Jul 25, 2015

Why would you want a single sign on tool to also implement multi-factor authentication?

David has a great answer for this.
Single sign on (SSO) works best when you can secure your logins with multiple authentication factors, so that the bad guys can’t compromise your accounts, or at least can’t easily gain access. Having more than one factor means that you need something more than your username and password, such as a one-time password token generator, your smartphone, or some kind of biometric scanner such as the fingerprint readers that are now found in many of the newer iPhones and Androids.
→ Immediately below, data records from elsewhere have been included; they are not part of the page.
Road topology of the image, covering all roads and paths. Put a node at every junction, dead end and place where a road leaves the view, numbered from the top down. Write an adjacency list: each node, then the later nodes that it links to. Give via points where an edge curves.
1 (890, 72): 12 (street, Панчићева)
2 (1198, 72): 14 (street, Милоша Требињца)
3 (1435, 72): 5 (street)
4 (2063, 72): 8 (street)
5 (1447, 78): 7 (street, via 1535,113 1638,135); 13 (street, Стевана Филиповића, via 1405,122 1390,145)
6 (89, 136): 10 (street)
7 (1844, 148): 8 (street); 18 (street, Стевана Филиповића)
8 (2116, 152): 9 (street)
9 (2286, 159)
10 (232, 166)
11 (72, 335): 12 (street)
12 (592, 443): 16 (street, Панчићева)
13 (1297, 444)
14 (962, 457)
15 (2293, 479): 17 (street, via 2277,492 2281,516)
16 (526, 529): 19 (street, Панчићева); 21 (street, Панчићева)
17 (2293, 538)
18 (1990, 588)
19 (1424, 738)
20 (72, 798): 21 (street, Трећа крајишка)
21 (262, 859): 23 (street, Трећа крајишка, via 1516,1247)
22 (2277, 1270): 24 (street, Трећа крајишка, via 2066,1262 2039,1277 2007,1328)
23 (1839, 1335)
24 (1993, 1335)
Most of the current SSO products have the ability to integrate with a wide variety of multifactor tools, and some such as SecureAuth, Okta, Ping and Centrify can specify these multiple factors for particular applications as part of a risk-based authentication approach. Risk-based authentication means that you ratchet up your level of security as you need to protect more risk-sensitive applications or particular transactions. For example, if you are just checking your bank balance that isn’t that risky. But if you are going to be conducting a wire transfer and moving money out of your account—that carries more risk and should step-up the security accordingly so you can prove that you are really whom you say you are and have the appropriate rights for that transaction. Risk-based methods are now coming into play more and more in the SSO space and the above vendors have various mechanisms of adding that to their authentication routines.

The net result is having multiple factors makes using SSO a powerful protective tool and can make logins much more secure than relying on individual users to choose passwords individually.